[Saved entries]
-- Opening Marker --

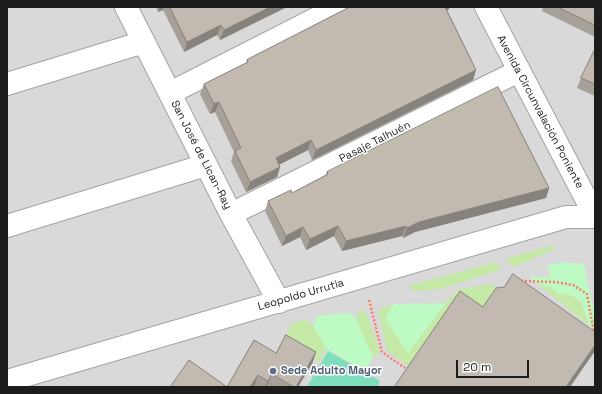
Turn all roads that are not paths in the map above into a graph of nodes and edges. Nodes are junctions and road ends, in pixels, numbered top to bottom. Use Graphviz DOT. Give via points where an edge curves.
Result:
graph roads {
  1 [pos="126,7"];
  2 [pos="339,7"];
  3 [pos="486,7"];
  4 [pos="144,42"];
  5 [pos="519,71"];
  6 [pos="7,84"];
  7 [pos="170,93"];
  8 [pos="206,165"];
  9 [pos="231,214"];
  10 [pos="595,216"];
  11 [pos="7,226"];
  12 [pos="279,302"];
  13 [pos="7,381"];
  1 -- 4 [label="street, San José de Lican-Ray"];
  2 -- 7 [label="street"];
  3 -- 5 [label="street, Avenida Circunvalación Poniente"];
  4 -- 6 [label="street"];
  4 -- 7 [label="street, San José de Lican-Ray"];
  5 -- 9 [label="street, Pasaje Talhuén"];
  5 -- 10 [label="street, Avenida Circunvalación Poniente"];
  7 -- 8 [label="street, San José de Lican-Ray"];
  8 -- 9 [label="street, San José de Lican-Ray"];
  8 -- 11 [label="street"];
  9 -- 12 [label="street, San José de Lican-Ray"];
  10 -- 12 [label="street, Leopoldo Urrutia" via="566,217"];
  12 -- 13 [label="street, Leopoldo Urrutia"];
}
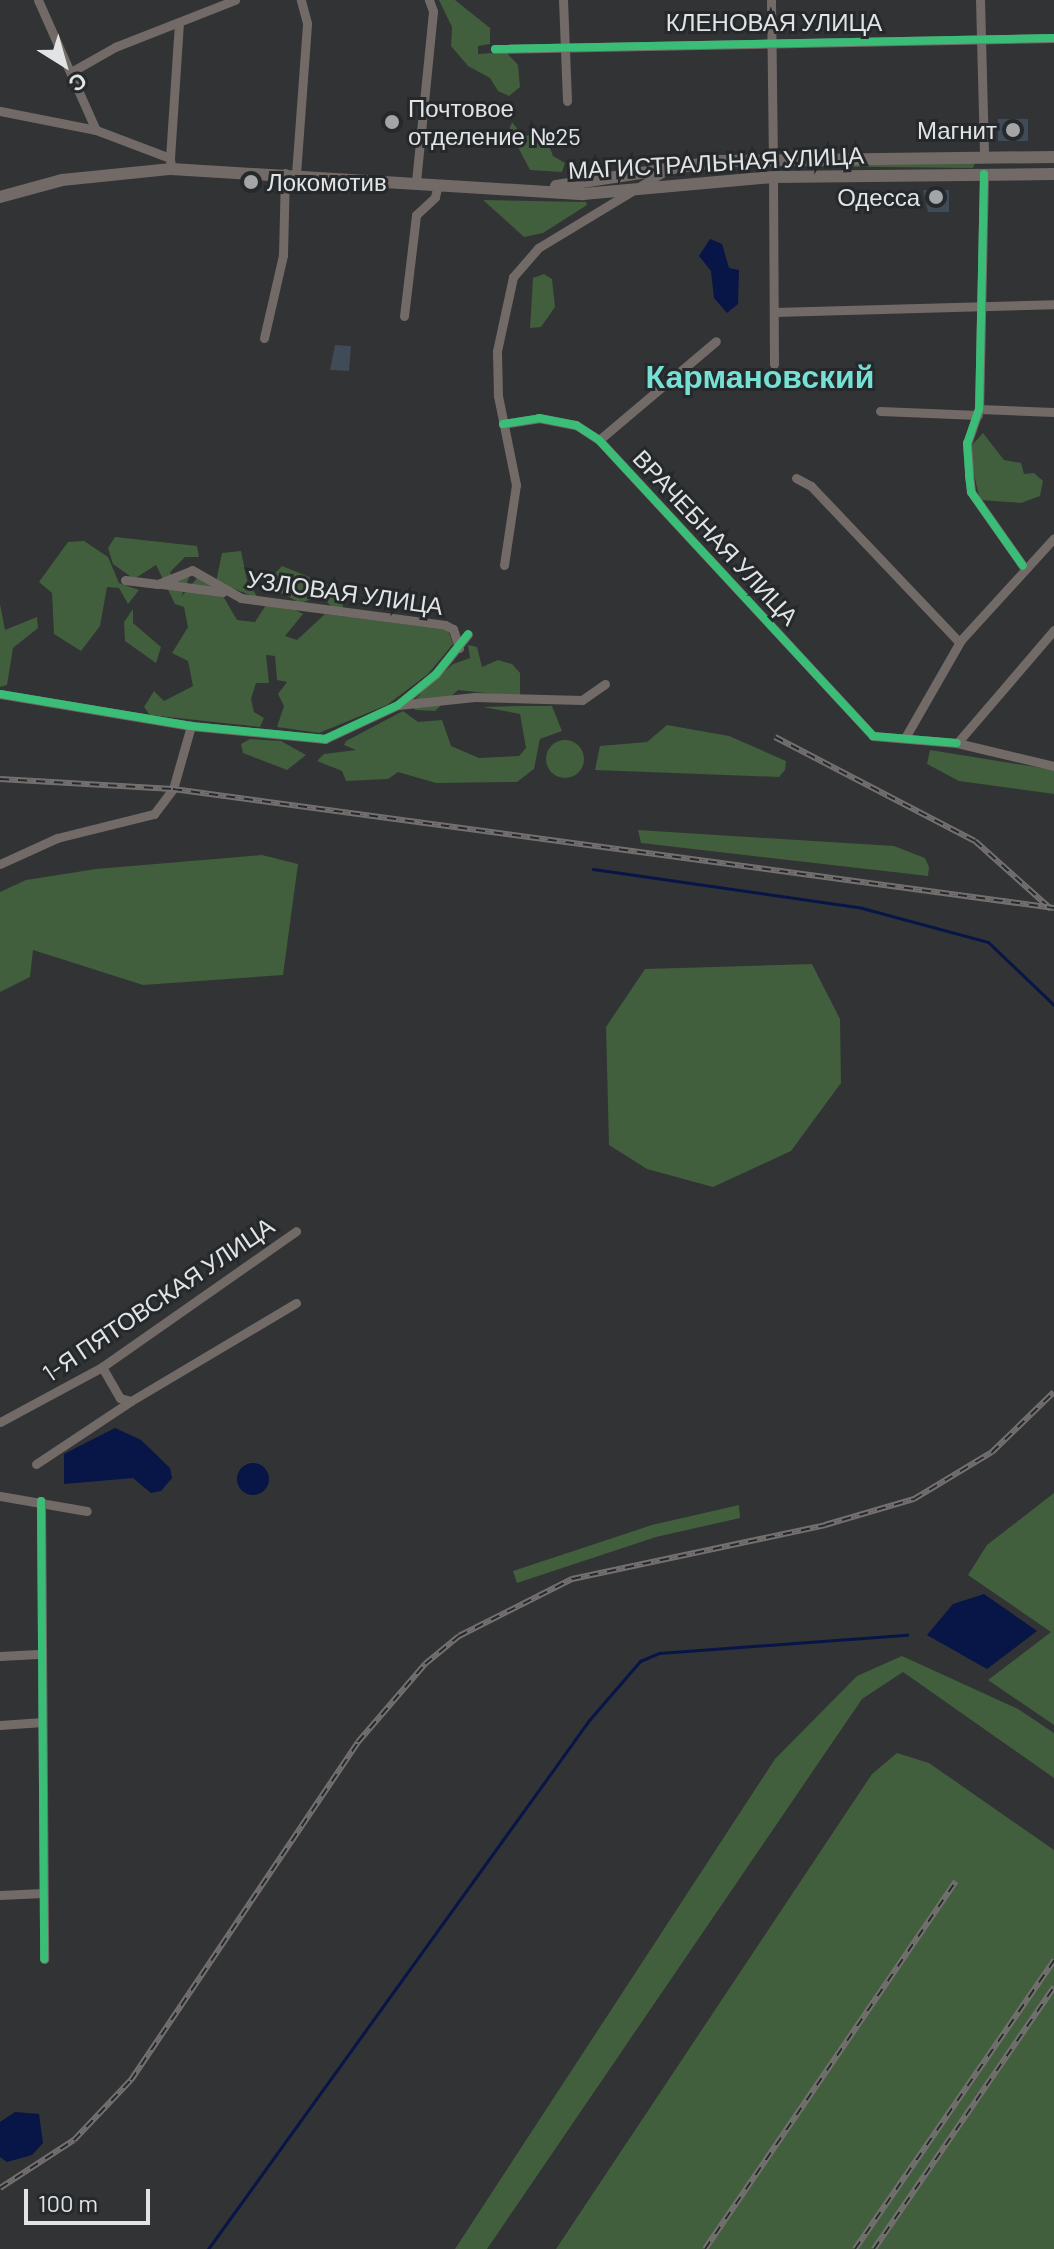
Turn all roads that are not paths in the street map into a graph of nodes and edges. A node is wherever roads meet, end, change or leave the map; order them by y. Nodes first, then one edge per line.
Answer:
1 (38, 0) edge
2 (235, 0) edge
3 (301, 0) edge
4 (429, 0) edge
5 (563, 0) edge
6 (771, 0) edge
7 (980, 0) edge
8 (179, 22) junction
9 (1054, 38) edge
10 (981, 40) junction
11 (564, 43) junction
12 (772, 43) junction
13 (495, 49) dead end
14 (71, 72) junction
15 (567, 101) dead end
16 (0, 111) edge
17 (96, 130) junction
18 (984, 157) junction
19 (1054, 157) edge
20 (773, 159) junction
21 (170, 163) junction
22 (668, 169) junction
23 (290, 173) junction
24 (984, 174) junction
25 (1054, 174) edge
26 (773, 177) junction
27 (416, 182) junction
28 (438, 184) junction
29 (525, 190) junction
30 (637, 191) junction
31 (0, 197) edge
32 (982, 304) junction
33 (1054, 304) edge
34 (774, 312) junction
35 (404, 316) dead end
36 (264, 338) dead end
37 (716, 341) dead end
38 (774, 364) dead end
39 (880, 411) dead end
40 (978, 412) junction
41 (1054, 412) edge
42 (503, 424) junction
43 (599, 440) junction
44 (796, 478) dead end
45 (1054, 538) edge
46 (504, 565) dead end
47 (1023, 566) junction
48 (125, 580) dead end
49 (158, 584) junction
50 (224, 592) junction
51 (1054, 630) edge
52 (468, 634) dead end
53 (959, 642) junction
54 (459, 648) junction
55 (605, 684) dead end
56 (0, 694) edge
57 (398, 705) junction
58 (191, 726) junction
59 (906, 736) junction
60 (957, 743) junction
61 (1054, 766) edge
62 (0, 864) edge
63 (296, 1231) dead end
64 (296, 1303) dead end
65 (102, 1367) junction
66 (131, 1401) junction
67 (0, 1422) edge
68 (36, 1464) dead end
69 (0, 1496) edge
70 (41, 1501) junction
71 (87, 1511) dead end
72 (38, 1654) junction
73 (0, 1656) edge
74 (39, 1722) junction
75 (0, 1725) edge
76 (43, 1893) junction
77 (0, 1895) edge
78 (44, 1959) dead end

1 - 14 street
2 - 8 street
3 - 23 street
4 - 27 street
5 - 11 street
6 - 12 street
7 - 10 street
8 - 14 street
8 - 21 street
9 - 10 street, КЛЕНОВАЯ УЛИЦА
10 - 12 street, КЛЕНОВАЯ УЛИЦА
10 - 18 street
11 - 12 street, КЛЕНОВАЯ УЛИЦА
11 - 13 street, КЛЕНОВАЯ УЛИЦА
11 - 15 street
12 - 20 street
14 - 17 street
16 - 17 street
17 - 21 street
18 - 19 main road, МАГИСТРАЛЬНАЯ УЛИЦА
18 - 20 main road, МАГИСТРАЛЬНАЯ УЛИЦА
18 - 24 main road
20 - 22 main road, МАГИСТРАЛЬНАЯ УЛИЦА
20 - 26 main road
21 - 23 main road, МАГИСТРАЛЬНАЯ УЛИЦА
21 - 31 main road, МАГИСТРАЛЬНАЯ УЛИЦА
22 - 29 main road, МАГИСТРАЛЬНАЯ УЛИЦА
22 - 30 street
23 - 27 main road, МАГИСТРАЛЬНАЯ УЛИЦА
23 - 36 street
24 - 25 main road, МАГИСТРАЛЬНАЯ УЛИЦА
24 - 26 main road, МАГИСТРАЛЬНАЯ УЛИЦА
24 - 32 street
26 - 30 main road, МАГИСТРАЛЬНАЯ УЛИЦА
26 - 34 street
27 - 28 main road, МАГИСТРАЛЬНАЯ УЛИЦА
28 - 29 main road, МАГИСТРАЛЬНАЯ УЛИЦА
28 - 35 street
29 - 30 main road, МАГИСТРАЛЬНАЯ УЛИЦА
30 - 42 street
32 - 33 street
32 - 34 street
32 - 40 street
34 - 38 street
37 - 43 street
39 - 40 street
40 - 41 street
40 - 47 street
42 - 43 street, ВРАЧЕБНАЯ УЛИЦА
42 - 46 street
43 - 59 street, ВРАЧЕБНАЯ УЛИЦА
44 - 53 street
45 - 47 street
47 - 53 street
48 - 49 street, УЗЛОВАЯ УЛИЦА
49 - 50 street
49 - 50 street, УЗЛОВАЯ УЛИЦА
50 - 54 street, УЗЛОВАЯ УЛИЦА
51 - 60 street
52 - 54 street
53 - 59 street
54 - 57 street
55 - 57 street
56 - 58 street
57 - 58 street
58 - 62 street
59 - 60 street
60 - 61 street
63 - 65 street, 1-Я ПЯТОВСКАЯ УЛИЦА
64 - 66 street
65 - 66 street
65 - 67 street, 1-Я ПЯТОВСКАЯ УЛИЦА
66 - 68 street
69 - 70 street
70 - 71 street
70 - 72 street
72 - 73 street
72 - 74 street
74 - 75 street
74 - 76 street
76 - 77 street
76 - 78 street

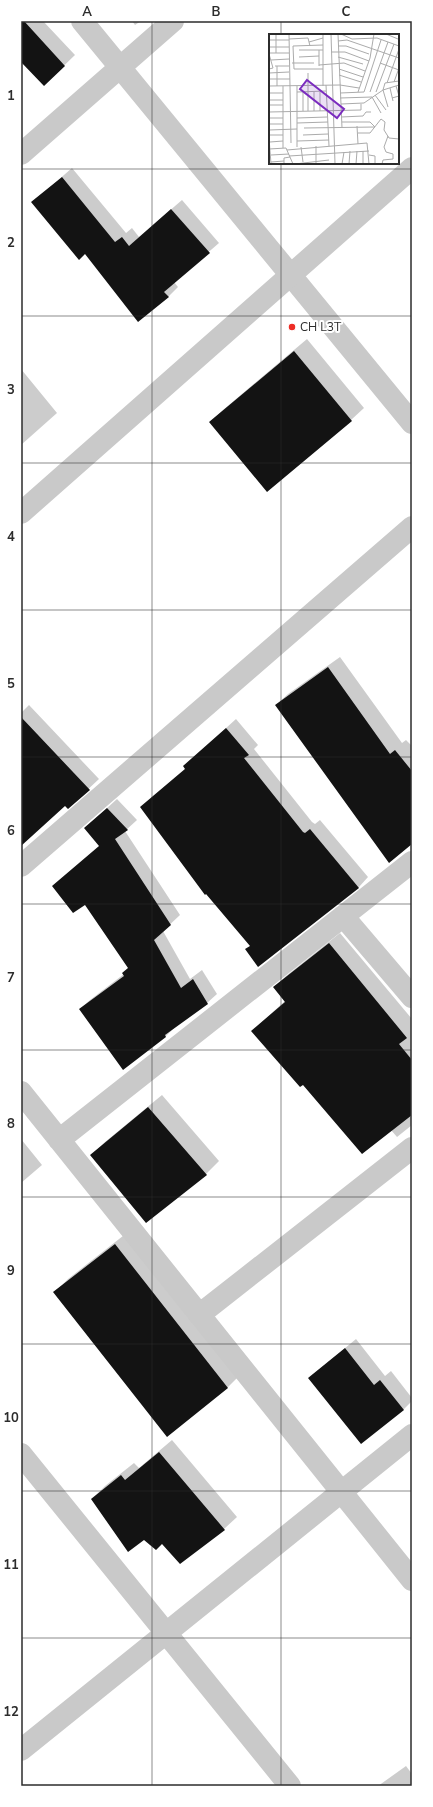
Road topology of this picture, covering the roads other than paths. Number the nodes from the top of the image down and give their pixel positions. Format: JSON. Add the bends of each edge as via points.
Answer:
{"nodes":[{"id":1,"x":82,"y":21,"type":"edge"},
{"id":2,"x":173,"y":21,"type":"edge"},
{"id":3,"x":120,"y":67,"type":"junction"},
{"id":4,"x":21,"y":154,"type":"edge"},
{"id":5,"x":412,"y":168,"type":"edge"},
{"id":6,"x":291,"y":276,"type":"junction"},
{"id":7,"x":412,"y":423,"type":"edge"},
{"id":8,"x":21,"y":513,"type":"edge"},
{"id":9,"x":412,"y":527,"type":"edge"},
{"id":10,"x":412,"y":862,"type":"edge"},
{"id":11,"x":21,"y":866,"type":"edge"},
{"id":12,"x":344,"y":916,"type":"junction"},
{"id":13,"x":412,"y":997,"type":"edge"},
{"id":14,"x":21,"y":1092,"type":"edge"},
{"id":15,"x":59,"y":1140,"type":"junction"},
{"id":16,"x":412,"y":1148,"type":"edge"},
{"id":17,"x":199,"y":1315,"type":"junction"},
{"id":18,"x":412,"y":1435,"type":"edge"},
{"id":19,"x":21,"y":1454,"type":"edge"},
{"id":20,"x":341,"y":1492,"type":"junction"},
{"id":21,"x":412,"y":1580,"type":"edge"},
{"id":22,"x":167,"y":1633,"type":"junction"},
{"id":23,"x":21,"y":1750,"type":"edge"},
{"id":24,"x":290,"y":1786,"type":"edge"}],
"edges":[{"from":1,"to":3,"type":"street"},
{"from":2,"to":3,"type":"street"},
{"from":3,"to":4,"type":"street"},
{"from":3,"to":6,"type":"street"},
{"from":5,"to":6,"type":"street"},
{"from":6,"to":7,"type":"street"},
{"from":6,"to":8,"type":"street"},
{"from":9,"to":11,"type":"street"},
{"from":10,"to":12,"type":"street"},
{"from":12,"to":13,"type":"street"},
{"from":12,"to":15,"type":"street"},
{"from":14,"to":15,"type":"street"},
{"from":15,"to":17,"type":"street"},
{"from":16,"to":17,"type":"street"},
{"from":17,"to":20,"type":"street"},
{"from":18,"to":20,"type":"street"},
{"from":19,"to":22,"type":"street"},
{"from":20,"to":21,"type":"street"},
{"from":20,"to":22,"type":"street"},
{"from":22,"to":23,"type":"street"},
{"from":22,"to":24,"type":"street"}]}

-- Closing Marker --

■ Exercise ■
Check the entries above for the word "УЗЛОВАЯ" and copy every line where it turns up.

■ Solution for this exercise ■
48 - 49 street, УЗЛОВАЯ УЛИЦА
49 - 50 street, УЗЛОВАЯ УЛИЦА
50 - 54 street, УЗЛОВАЯ УЛИЦА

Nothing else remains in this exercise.